Data shown:
== Segment start ==
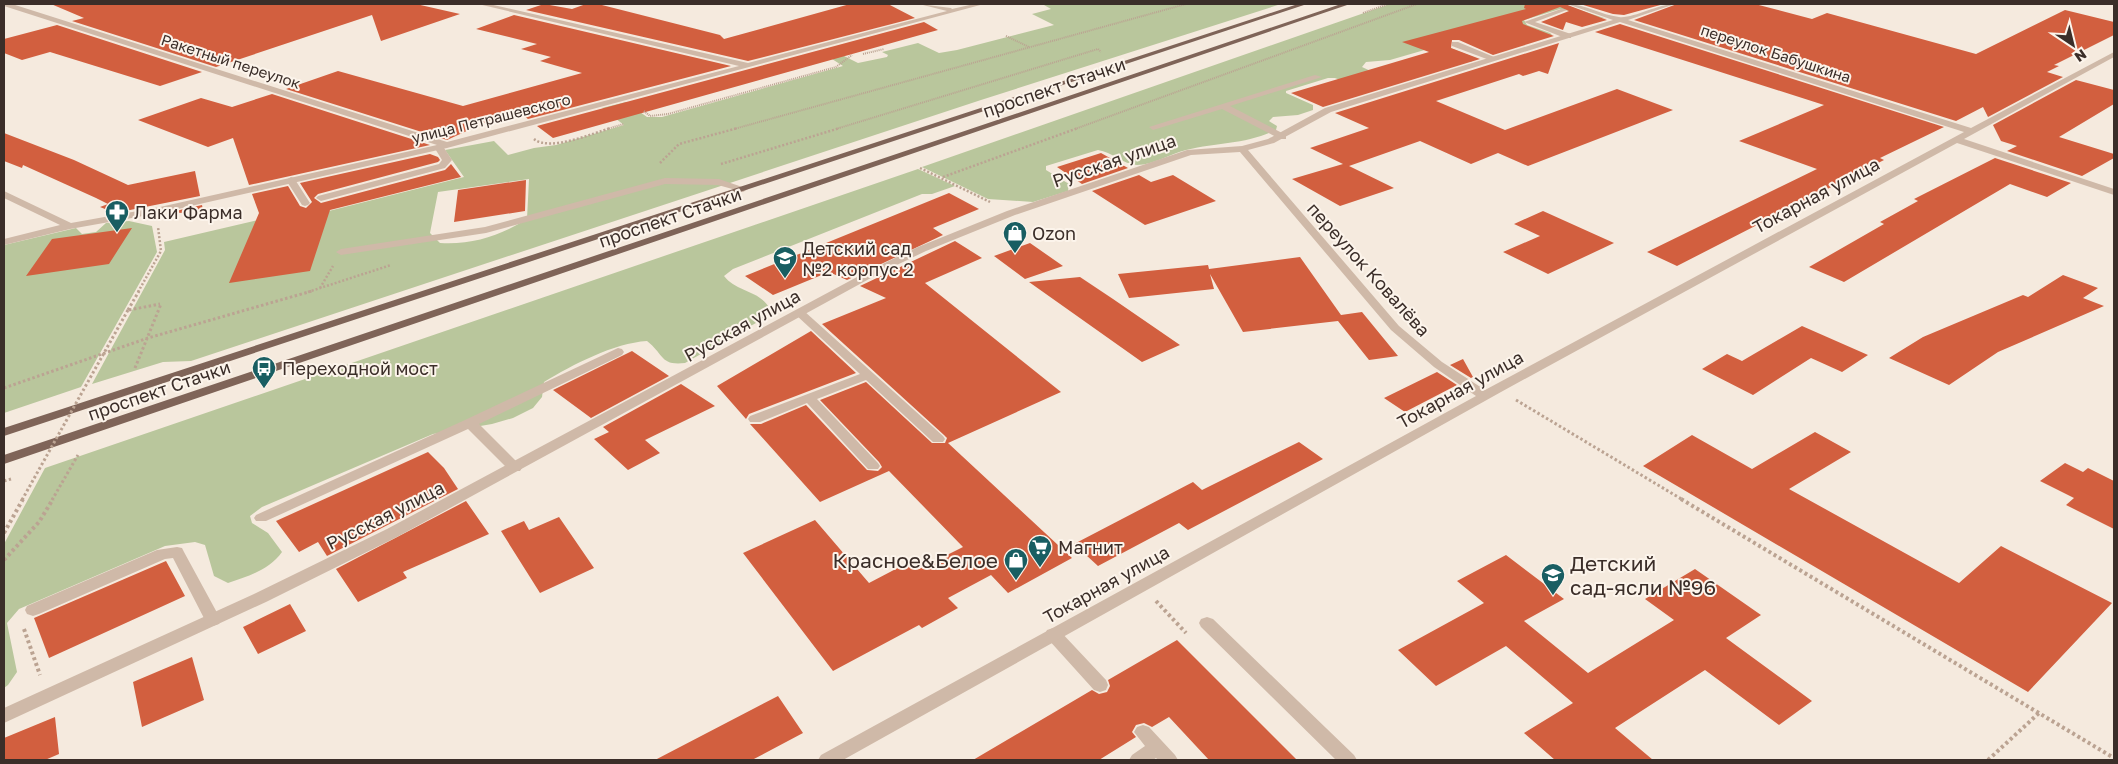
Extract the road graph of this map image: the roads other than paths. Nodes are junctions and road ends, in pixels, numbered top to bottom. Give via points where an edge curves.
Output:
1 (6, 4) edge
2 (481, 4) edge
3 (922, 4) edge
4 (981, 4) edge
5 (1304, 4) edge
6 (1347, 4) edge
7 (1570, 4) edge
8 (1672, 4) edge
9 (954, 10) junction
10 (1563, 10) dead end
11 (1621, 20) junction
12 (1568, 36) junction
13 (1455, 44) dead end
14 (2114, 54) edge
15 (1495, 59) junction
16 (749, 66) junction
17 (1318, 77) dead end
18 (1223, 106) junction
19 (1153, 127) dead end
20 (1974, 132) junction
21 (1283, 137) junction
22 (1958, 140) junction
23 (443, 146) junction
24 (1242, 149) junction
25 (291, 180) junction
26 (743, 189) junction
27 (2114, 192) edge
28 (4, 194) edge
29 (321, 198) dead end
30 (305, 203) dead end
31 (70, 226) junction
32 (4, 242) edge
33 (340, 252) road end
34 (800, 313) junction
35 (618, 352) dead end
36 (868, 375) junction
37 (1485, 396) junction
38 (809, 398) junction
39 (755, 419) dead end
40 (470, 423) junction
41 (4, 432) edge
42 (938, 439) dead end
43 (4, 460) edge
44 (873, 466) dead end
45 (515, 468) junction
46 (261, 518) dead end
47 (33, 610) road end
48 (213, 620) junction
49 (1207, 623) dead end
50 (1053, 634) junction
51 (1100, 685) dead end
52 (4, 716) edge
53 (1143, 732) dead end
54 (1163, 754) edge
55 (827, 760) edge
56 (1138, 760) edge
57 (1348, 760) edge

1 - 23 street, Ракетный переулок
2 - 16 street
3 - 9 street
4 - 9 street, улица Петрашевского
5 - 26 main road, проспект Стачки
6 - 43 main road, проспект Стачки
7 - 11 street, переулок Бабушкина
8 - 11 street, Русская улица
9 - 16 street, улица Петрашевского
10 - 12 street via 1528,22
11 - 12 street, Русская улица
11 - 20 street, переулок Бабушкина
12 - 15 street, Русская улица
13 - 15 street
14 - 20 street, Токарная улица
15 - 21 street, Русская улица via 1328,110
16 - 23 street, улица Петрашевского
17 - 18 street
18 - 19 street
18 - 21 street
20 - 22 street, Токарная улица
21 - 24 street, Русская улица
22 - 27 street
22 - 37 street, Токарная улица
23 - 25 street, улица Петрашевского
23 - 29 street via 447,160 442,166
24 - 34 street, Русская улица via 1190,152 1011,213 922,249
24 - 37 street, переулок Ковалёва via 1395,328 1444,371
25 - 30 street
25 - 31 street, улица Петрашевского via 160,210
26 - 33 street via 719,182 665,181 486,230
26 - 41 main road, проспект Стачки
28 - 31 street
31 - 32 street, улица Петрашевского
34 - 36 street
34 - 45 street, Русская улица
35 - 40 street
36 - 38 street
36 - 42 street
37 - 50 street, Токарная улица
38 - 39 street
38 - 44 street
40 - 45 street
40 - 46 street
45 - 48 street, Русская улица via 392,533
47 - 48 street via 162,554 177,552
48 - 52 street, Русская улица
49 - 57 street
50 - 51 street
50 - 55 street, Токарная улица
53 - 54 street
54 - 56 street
== Segment end ==
Activity: Return every line from the entries that holds the string "Бабушкина".

Solution below:
7 - 11 street, переулок Бабушкина
11 - 20 street, переулок Бабушкина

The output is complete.